ASSIGNED TASK:
Look through the records and copy every line in which "JSON" appears.

GIVEN DATA:
■ ■ ■ ■

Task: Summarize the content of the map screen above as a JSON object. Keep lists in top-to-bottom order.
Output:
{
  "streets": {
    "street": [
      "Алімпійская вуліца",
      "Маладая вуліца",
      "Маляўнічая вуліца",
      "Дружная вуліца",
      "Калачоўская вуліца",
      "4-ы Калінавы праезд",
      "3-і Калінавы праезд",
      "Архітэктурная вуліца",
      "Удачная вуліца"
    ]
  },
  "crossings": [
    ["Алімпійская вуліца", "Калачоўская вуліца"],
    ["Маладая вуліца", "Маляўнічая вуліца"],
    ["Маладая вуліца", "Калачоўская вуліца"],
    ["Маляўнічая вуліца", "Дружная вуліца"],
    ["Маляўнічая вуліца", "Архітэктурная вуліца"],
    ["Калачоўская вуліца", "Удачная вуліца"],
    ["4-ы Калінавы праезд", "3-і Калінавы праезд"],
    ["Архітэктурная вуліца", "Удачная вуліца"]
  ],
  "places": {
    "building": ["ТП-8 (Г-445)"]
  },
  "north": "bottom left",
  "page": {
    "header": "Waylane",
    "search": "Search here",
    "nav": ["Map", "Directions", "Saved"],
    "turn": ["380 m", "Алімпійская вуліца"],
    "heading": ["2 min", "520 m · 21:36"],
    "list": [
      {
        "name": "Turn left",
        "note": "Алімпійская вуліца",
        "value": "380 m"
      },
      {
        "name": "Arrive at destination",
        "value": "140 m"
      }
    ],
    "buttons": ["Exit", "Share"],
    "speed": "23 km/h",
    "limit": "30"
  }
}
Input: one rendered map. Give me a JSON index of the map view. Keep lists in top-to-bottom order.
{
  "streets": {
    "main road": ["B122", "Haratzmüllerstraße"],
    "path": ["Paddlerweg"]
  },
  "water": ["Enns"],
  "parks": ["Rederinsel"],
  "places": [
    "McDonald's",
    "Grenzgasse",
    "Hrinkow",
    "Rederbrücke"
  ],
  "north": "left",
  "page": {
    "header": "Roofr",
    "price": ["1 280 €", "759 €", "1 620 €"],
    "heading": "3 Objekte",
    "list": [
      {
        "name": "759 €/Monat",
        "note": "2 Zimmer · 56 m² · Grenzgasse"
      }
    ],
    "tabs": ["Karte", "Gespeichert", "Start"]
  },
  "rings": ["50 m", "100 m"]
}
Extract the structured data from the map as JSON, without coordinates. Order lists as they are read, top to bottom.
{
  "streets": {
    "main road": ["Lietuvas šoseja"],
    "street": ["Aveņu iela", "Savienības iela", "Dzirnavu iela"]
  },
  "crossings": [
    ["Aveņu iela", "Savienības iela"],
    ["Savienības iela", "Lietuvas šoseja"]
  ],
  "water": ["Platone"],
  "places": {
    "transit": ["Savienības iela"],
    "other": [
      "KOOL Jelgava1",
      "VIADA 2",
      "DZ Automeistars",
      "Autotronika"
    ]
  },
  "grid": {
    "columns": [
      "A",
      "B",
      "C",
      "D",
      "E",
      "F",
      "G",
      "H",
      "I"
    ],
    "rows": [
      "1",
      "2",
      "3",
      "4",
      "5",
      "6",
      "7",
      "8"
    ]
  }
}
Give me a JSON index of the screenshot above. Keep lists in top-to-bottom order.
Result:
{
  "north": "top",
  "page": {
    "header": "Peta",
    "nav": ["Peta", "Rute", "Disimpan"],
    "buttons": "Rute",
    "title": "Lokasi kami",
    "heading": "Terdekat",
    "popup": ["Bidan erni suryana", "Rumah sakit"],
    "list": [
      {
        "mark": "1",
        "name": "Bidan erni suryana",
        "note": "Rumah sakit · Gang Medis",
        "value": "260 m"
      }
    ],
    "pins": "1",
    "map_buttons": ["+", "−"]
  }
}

■ ■ ■ ■

SOLUTION TO THE EXERCISE:
Task: Summarize the content of the map screen above as a JSON object. Keep lists in top-to-bottom order.
Input: one rendered map. Give me a JSON index of the map view. Keep lists in top-to-bottom order.
Extract the structured data from the map as JSON, without coordinates. Order lists as they are read, top to bottom.
Give me a JSON index of the screenshot above. Keep lists in top-to-bottom order.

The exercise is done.